─── EXERCISE MATERIAL ───

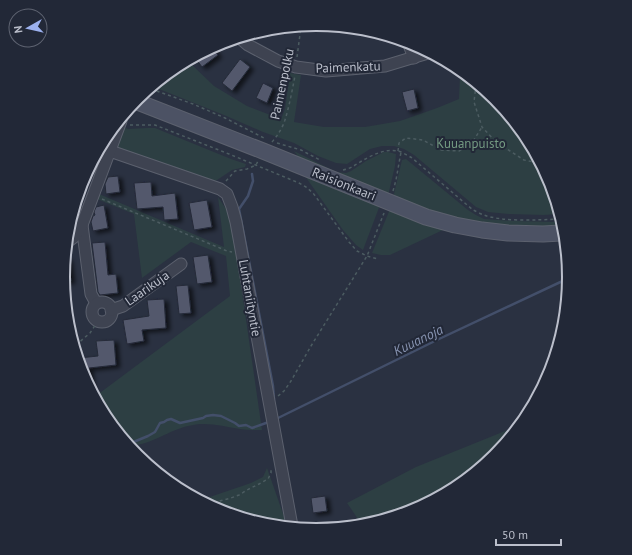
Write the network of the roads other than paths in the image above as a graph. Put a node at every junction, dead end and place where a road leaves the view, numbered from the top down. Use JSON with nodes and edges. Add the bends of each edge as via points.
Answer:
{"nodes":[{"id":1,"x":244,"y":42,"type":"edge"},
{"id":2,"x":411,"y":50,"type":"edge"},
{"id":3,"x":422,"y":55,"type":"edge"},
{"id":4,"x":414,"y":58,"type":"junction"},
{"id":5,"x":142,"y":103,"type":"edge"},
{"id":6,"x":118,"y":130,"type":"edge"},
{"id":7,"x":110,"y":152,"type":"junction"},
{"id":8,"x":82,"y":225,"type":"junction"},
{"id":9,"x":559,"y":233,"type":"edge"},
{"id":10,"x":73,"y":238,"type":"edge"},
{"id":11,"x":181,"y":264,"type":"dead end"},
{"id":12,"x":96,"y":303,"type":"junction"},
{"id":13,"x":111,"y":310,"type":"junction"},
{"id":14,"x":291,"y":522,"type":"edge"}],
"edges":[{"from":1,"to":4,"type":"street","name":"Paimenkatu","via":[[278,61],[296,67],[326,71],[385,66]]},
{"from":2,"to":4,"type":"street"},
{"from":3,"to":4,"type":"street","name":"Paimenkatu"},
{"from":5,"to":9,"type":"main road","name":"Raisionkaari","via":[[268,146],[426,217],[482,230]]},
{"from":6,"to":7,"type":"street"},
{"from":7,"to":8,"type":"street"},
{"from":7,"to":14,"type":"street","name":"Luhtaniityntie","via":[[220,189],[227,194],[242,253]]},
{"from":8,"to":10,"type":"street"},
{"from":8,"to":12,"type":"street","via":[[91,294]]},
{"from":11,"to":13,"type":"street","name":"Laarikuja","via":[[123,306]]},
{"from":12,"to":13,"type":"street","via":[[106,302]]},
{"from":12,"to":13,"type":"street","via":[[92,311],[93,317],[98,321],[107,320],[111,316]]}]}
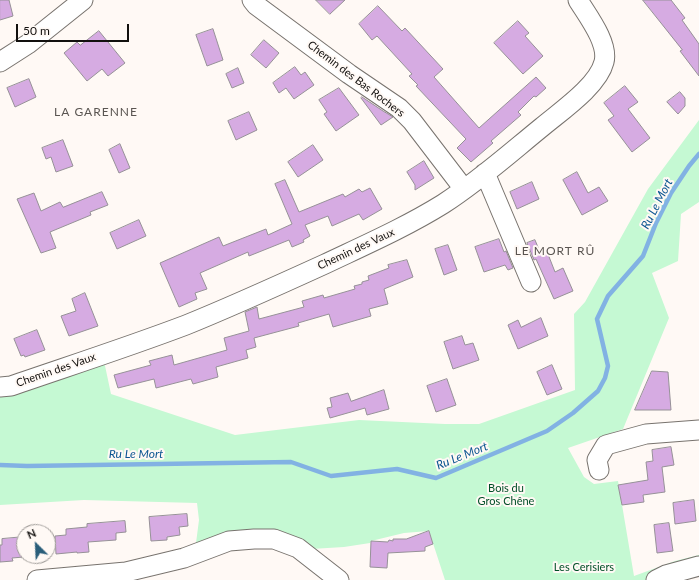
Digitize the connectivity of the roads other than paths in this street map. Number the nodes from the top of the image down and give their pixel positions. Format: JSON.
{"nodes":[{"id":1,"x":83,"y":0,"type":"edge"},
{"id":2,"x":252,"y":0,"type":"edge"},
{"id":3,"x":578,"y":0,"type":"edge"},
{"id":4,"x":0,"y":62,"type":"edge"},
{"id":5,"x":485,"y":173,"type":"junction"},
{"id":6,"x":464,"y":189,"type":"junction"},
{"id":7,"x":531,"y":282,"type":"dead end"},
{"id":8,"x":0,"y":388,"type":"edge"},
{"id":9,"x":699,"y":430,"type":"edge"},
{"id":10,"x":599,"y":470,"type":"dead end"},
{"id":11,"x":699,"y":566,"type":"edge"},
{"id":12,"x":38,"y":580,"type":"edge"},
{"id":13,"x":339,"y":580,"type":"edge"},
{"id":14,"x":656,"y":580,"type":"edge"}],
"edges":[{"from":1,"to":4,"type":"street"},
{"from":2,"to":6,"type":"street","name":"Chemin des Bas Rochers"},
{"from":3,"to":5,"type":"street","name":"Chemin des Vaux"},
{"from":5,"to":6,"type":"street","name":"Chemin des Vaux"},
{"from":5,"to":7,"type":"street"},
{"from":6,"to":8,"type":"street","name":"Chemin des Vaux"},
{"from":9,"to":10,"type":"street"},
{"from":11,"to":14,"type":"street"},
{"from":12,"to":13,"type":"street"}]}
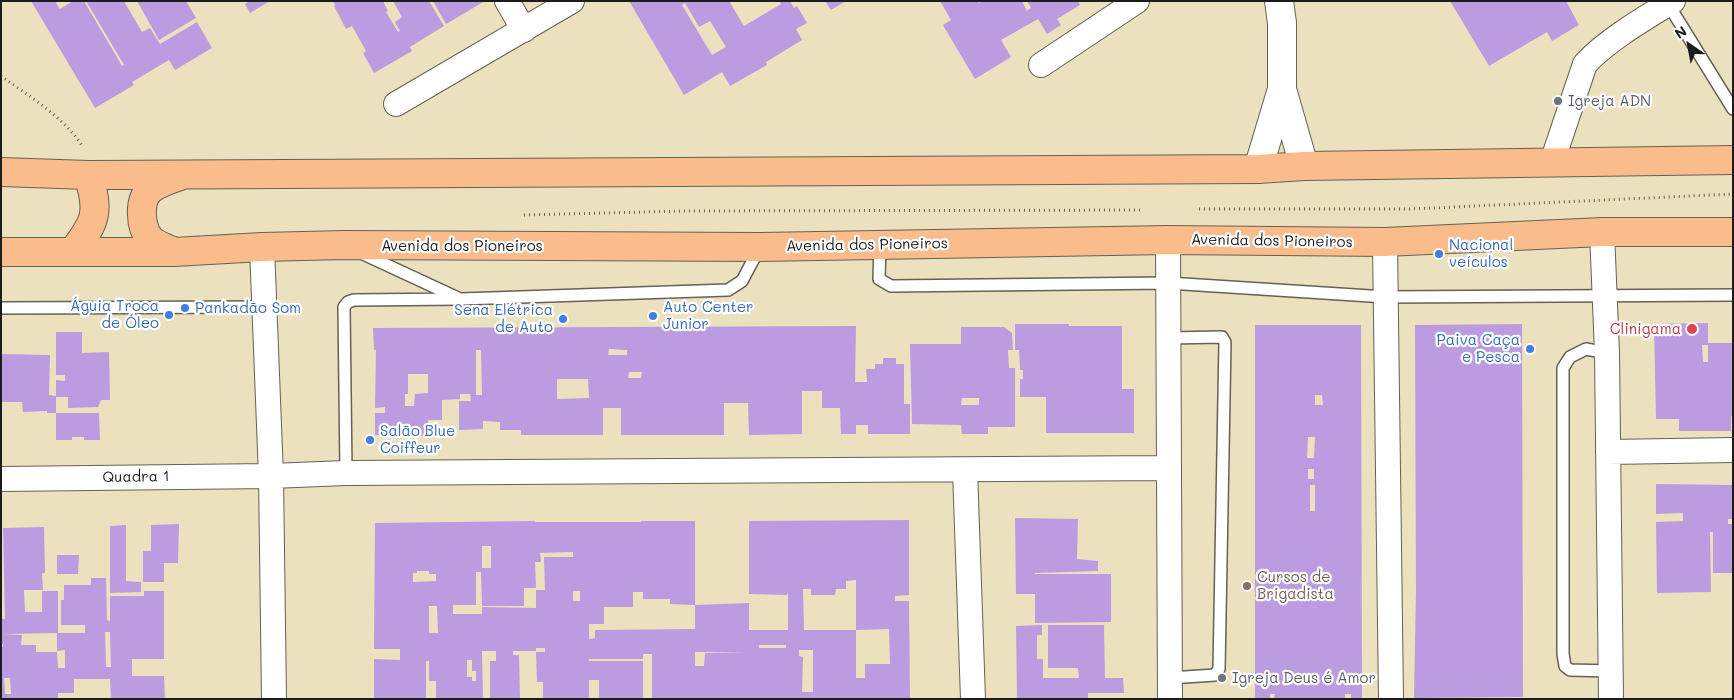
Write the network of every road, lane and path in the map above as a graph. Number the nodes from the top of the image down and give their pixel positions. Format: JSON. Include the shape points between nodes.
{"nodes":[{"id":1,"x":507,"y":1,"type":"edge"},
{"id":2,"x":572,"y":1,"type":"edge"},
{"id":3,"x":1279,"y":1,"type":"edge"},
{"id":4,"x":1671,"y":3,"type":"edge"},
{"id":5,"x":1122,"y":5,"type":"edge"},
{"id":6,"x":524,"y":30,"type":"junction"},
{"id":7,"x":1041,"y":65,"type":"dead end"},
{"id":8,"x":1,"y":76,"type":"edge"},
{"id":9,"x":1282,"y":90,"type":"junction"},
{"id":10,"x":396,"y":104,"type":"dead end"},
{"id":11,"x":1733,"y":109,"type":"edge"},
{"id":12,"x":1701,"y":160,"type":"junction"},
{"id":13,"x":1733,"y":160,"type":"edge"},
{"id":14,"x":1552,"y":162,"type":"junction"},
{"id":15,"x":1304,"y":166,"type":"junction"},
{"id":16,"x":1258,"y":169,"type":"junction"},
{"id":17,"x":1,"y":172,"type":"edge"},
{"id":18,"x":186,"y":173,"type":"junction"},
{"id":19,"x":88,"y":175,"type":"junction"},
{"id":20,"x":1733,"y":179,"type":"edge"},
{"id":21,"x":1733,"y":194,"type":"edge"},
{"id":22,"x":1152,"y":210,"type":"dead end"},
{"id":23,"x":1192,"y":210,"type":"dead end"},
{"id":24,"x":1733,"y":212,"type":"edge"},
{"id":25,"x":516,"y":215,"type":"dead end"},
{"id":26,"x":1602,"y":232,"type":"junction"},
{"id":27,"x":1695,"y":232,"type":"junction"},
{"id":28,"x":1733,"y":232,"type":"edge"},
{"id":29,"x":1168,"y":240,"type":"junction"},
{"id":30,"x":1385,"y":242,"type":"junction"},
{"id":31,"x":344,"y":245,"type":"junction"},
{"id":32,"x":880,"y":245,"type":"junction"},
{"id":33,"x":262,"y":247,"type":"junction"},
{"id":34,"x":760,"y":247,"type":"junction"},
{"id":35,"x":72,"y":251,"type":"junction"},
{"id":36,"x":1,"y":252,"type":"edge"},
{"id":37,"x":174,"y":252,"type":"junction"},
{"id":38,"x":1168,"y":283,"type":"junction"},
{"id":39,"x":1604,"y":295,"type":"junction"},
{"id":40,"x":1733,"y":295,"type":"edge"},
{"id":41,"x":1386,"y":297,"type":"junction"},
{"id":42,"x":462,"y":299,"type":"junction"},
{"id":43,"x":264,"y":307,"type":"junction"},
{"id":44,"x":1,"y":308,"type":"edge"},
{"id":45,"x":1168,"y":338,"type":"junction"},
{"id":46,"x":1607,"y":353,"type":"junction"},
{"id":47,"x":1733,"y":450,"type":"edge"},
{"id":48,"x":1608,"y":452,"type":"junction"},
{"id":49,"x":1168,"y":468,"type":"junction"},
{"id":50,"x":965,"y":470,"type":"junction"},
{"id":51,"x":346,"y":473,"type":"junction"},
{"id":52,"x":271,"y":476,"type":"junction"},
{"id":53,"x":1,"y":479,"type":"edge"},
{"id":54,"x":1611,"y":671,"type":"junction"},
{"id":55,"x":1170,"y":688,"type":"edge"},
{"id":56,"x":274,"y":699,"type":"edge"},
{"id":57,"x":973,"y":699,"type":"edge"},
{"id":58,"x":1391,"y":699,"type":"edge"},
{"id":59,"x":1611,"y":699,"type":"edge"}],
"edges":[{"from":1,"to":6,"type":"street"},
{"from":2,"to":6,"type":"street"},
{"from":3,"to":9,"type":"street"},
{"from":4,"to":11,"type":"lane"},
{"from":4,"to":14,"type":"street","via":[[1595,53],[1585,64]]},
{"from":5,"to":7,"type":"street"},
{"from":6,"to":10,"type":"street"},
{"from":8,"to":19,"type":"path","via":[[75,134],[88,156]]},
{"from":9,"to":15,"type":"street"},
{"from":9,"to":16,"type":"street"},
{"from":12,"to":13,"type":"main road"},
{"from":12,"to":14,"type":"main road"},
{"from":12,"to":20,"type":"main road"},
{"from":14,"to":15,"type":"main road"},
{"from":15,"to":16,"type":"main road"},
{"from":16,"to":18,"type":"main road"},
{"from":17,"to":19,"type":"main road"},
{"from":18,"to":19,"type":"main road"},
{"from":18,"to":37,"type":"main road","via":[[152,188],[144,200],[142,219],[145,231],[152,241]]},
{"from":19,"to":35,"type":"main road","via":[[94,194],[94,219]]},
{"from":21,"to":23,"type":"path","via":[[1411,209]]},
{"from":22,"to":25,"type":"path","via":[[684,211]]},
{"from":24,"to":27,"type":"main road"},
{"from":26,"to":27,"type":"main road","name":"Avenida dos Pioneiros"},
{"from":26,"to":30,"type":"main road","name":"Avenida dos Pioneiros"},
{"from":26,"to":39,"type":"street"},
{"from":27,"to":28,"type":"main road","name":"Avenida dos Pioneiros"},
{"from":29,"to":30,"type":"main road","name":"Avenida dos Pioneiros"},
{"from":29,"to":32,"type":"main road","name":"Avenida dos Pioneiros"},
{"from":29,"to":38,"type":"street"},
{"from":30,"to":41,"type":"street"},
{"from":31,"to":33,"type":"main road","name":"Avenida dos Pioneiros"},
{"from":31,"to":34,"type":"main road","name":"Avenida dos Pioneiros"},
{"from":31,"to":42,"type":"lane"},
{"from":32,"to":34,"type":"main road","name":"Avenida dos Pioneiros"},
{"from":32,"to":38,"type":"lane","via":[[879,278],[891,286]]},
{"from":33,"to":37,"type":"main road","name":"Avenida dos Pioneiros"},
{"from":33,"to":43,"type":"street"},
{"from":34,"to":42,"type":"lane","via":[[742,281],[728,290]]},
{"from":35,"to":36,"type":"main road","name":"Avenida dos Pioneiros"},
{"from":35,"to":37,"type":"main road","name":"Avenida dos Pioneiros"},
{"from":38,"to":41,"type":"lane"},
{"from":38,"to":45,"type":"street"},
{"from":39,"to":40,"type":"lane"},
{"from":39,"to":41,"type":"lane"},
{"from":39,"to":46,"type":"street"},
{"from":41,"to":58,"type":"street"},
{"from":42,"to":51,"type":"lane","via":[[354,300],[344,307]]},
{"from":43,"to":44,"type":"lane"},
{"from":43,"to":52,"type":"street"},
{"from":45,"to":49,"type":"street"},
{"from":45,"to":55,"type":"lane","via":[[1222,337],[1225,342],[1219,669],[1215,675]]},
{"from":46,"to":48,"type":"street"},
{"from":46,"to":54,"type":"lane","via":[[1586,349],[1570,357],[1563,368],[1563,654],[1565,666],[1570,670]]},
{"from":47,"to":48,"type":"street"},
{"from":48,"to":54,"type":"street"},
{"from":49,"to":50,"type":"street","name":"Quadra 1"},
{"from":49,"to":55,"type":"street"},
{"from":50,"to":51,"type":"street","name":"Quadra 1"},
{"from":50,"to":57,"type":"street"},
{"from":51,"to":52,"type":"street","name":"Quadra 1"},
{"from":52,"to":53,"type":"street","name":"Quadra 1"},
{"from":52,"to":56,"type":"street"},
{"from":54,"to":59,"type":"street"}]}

───
─── EXERCISE MATERIAL ───

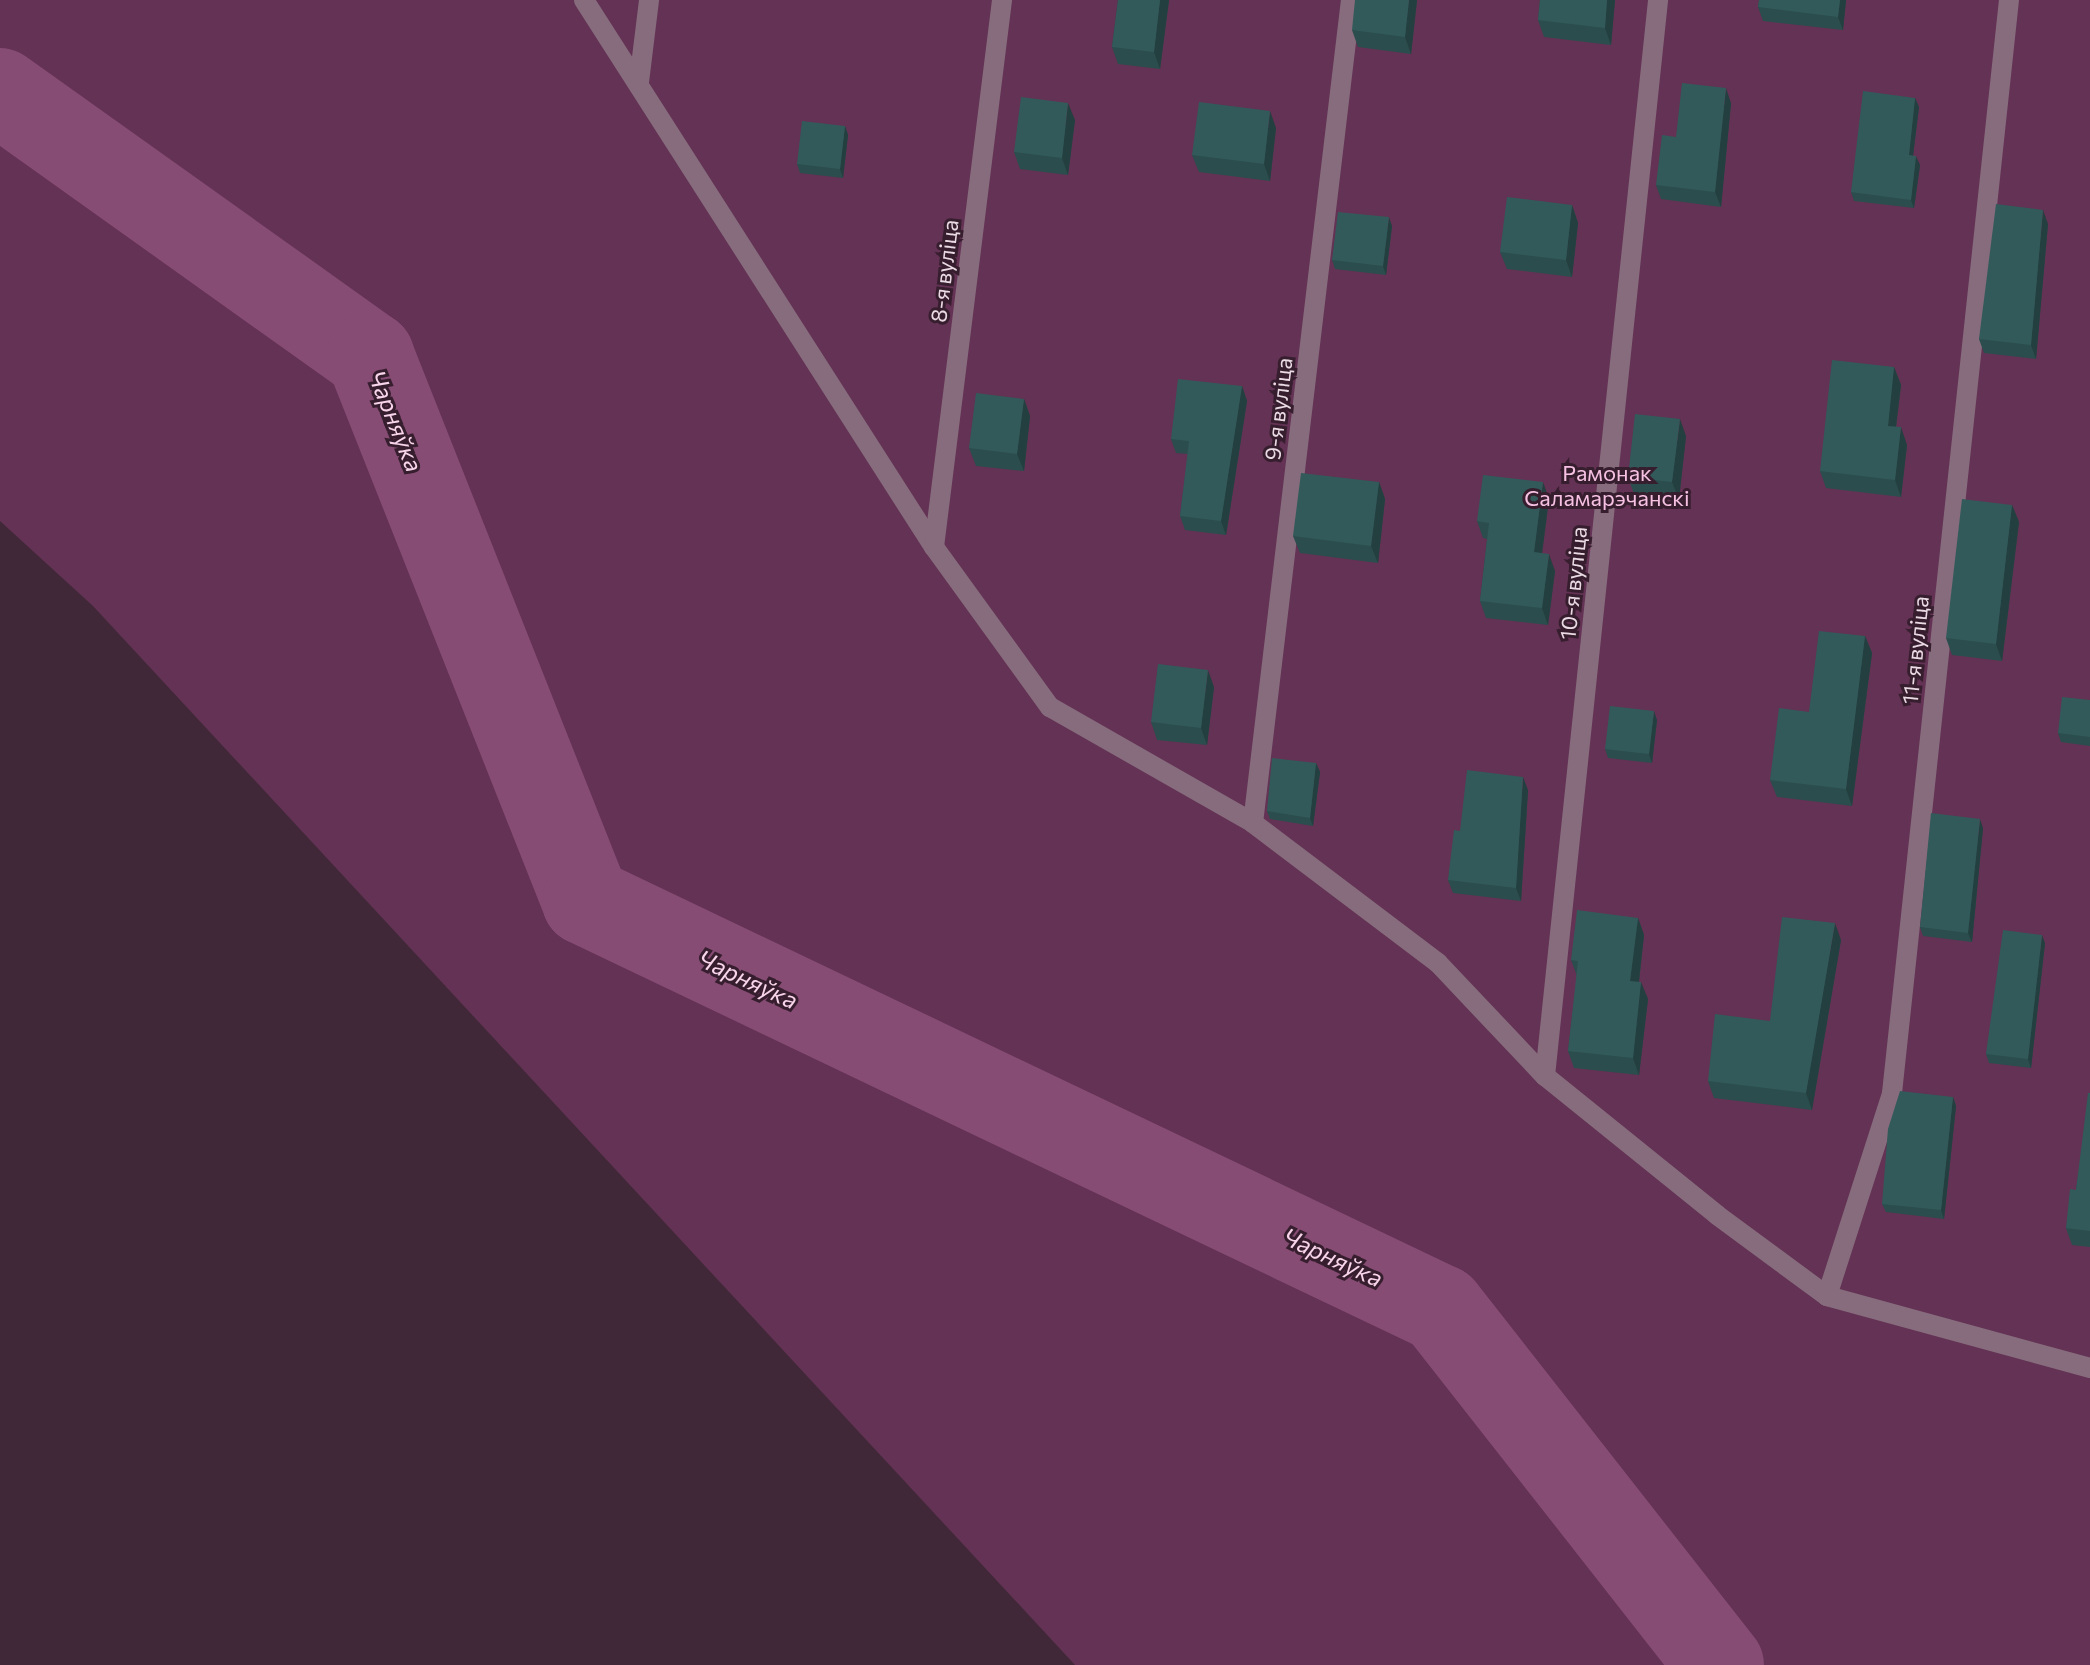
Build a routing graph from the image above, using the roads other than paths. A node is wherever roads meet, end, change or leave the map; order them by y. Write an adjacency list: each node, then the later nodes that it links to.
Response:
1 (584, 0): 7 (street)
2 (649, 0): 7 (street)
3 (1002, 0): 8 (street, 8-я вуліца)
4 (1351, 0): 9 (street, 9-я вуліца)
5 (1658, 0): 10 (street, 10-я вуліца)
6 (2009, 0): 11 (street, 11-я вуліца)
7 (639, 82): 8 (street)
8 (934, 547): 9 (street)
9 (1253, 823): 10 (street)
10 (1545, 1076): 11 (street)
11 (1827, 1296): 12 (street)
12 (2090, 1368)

───

The reply should consist of one number, the count of lines above with the string "each" in them.

2